As traders maintained an eye on the U.S. debt-ceiling negotiations, gold slipped below $2,000 on Tuesday as a result of hawkish comments from Federal Reserve officials and hawkish U.S. economic statistics.
At 11:50 a.m. EDT (1550 GMT), spot gold was 1.2% down at $1,996.29 per ounce after hitting its lowest level in two weeks at $1,994.59 earlier.
American gold futures decreased 1.1% to $2,000.20.
Although April's U.S. retail sales growth was weaker than anticipated, the underlying trend remained positive, boosting the dollar and pushing 10-year Treasury rates to a two-week high. [USD/] [US/]

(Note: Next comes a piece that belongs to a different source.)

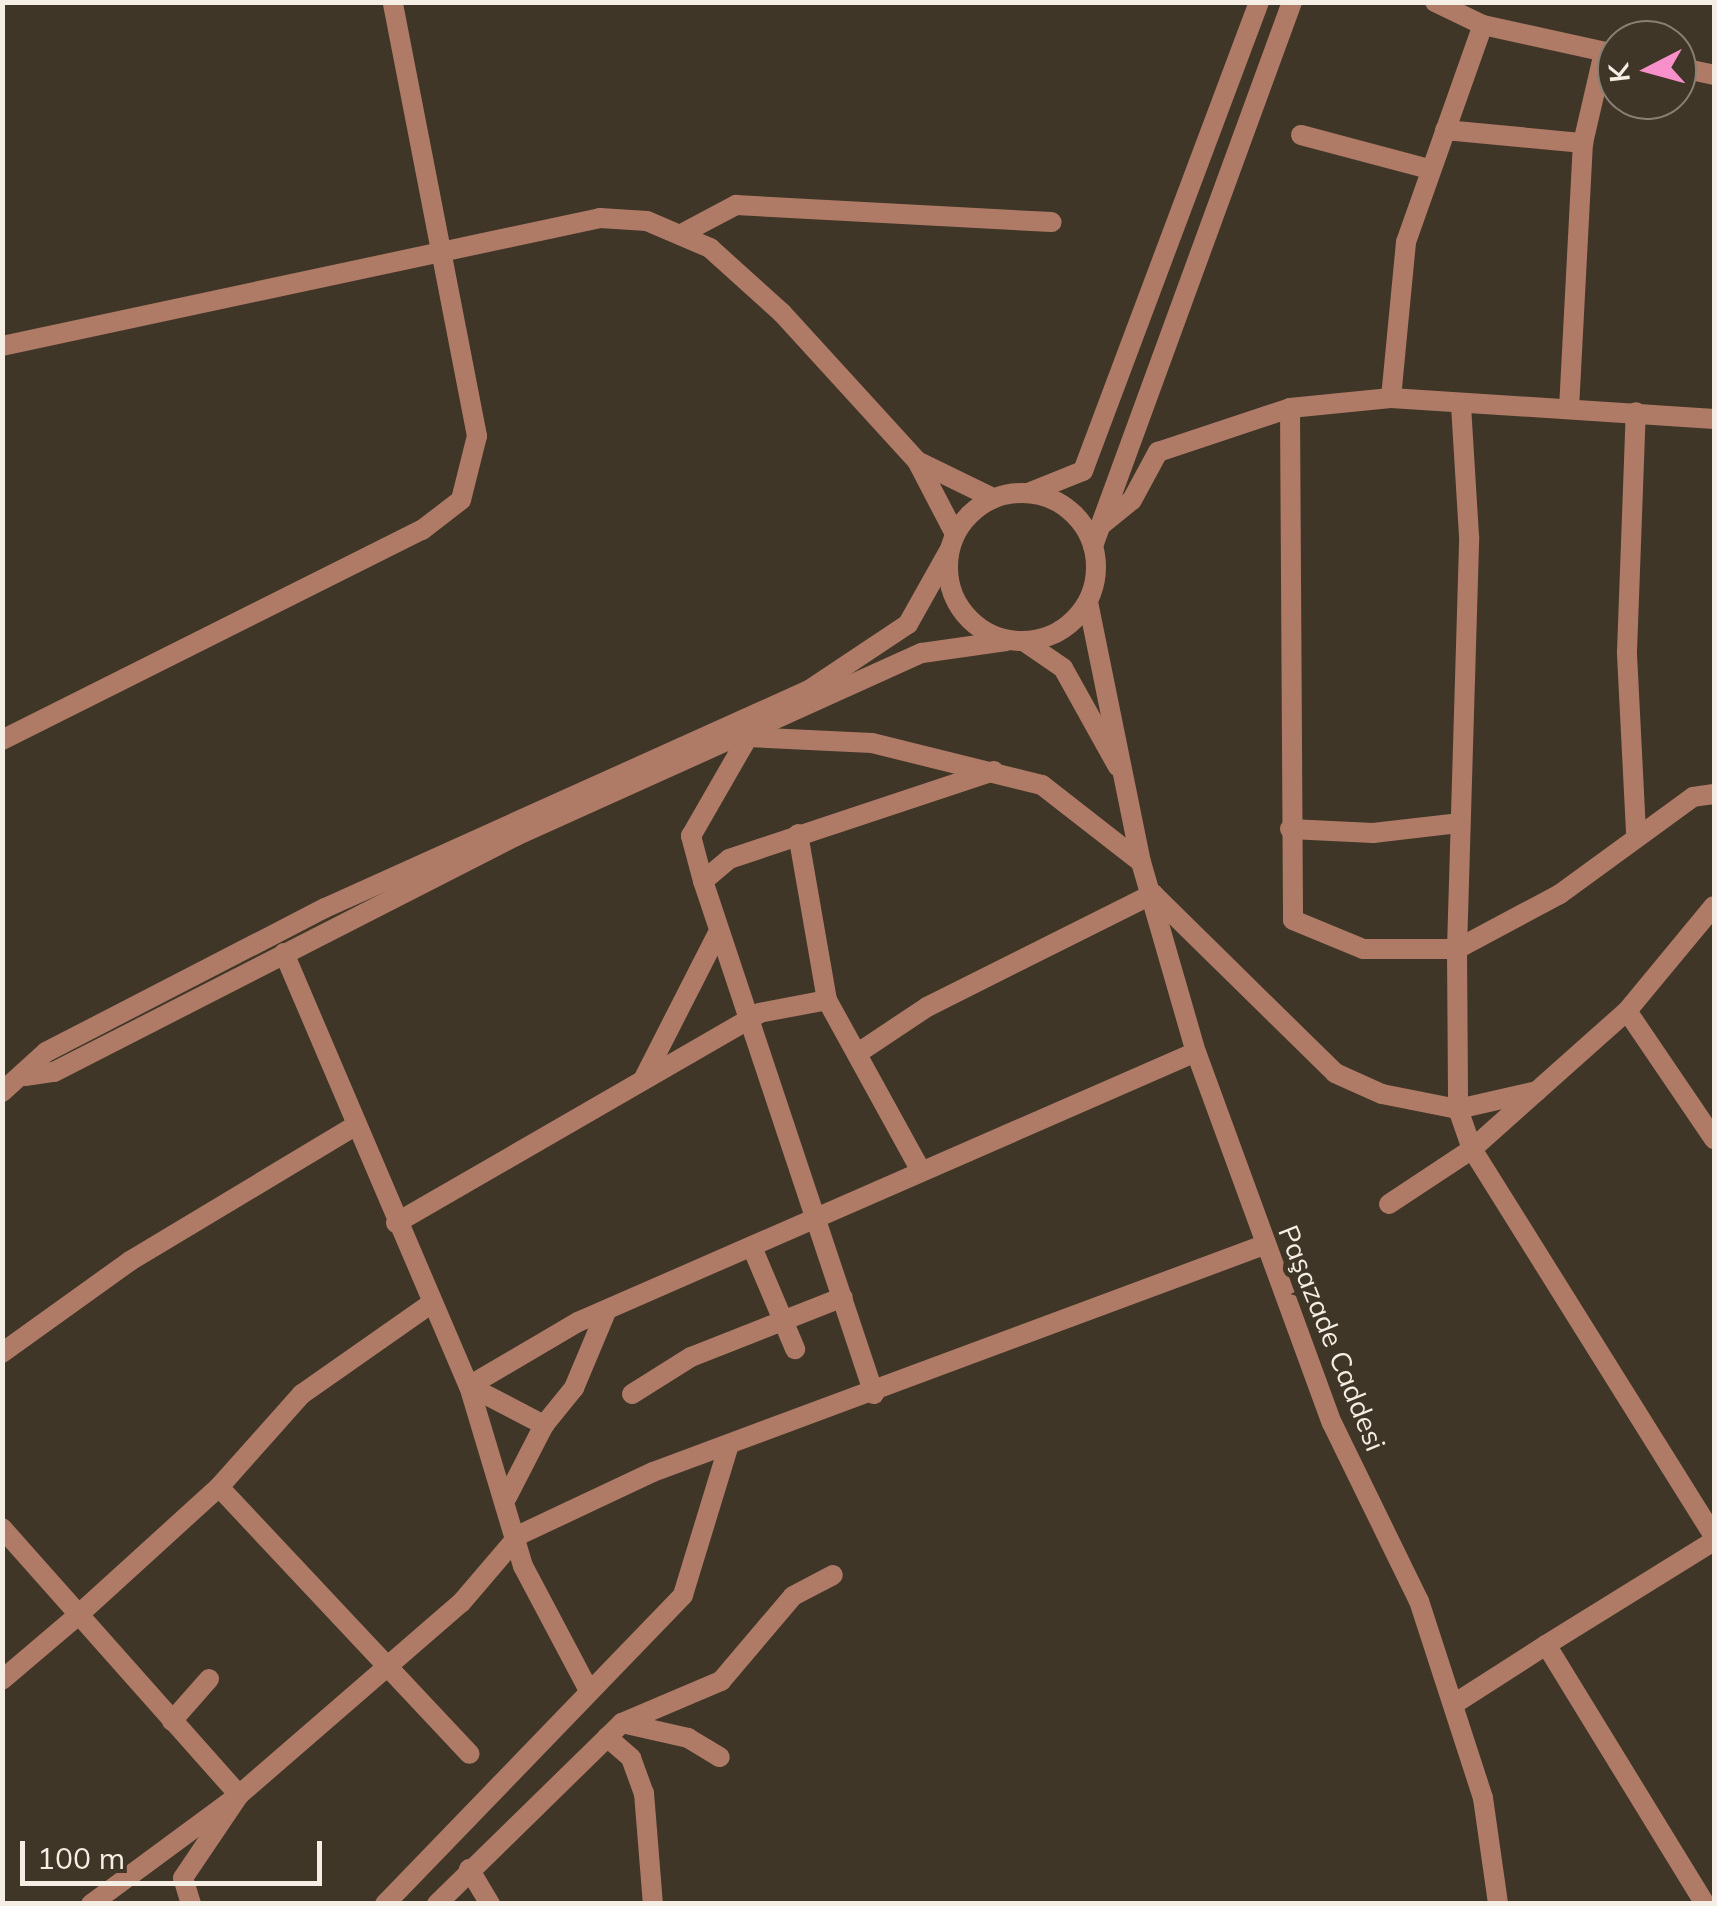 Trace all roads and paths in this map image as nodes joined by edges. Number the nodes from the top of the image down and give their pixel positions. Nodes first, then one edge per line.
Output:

Thomas Barkin, president of the Richmond Fed, said that he would be “comfortable” hiking interest rates higher if necessary to combat inflation. According to Cleveland Fed president Loretta Mester, the American central bank is still not in a position to maintain rates constant for an extended length of time.
This came after several Fed members made hawkish remarks on Monday.
According to Craig Erlam, a senior market analyst at OANDA, “we needed to see more signs of a pivot from the Federal Reserve and we haven't really seen that yet.”
Though it is seen as a hedge against economic risks, high interest rates reduce the attraction of non-yielding bullion.
However, Phillip Streible, chief market analyst at Blue Line Futures in Chicago, advised traders to continue purchasing gold at every price decline “as they wait out this debt ceiling fiasco”.
At 3 p.m. EDT, Democratic President Joe Biden and senior legislative Republican Kevin McCarthy will meet to discuss a compromise to increase the debt limit and prevent an unthinkable economic disaster.
To $23.65 an ounce, spot silver fell 1.9%. Palladium dropped 1.7% to $1,505.88 and platinum lost 0.4% to $1,060.56.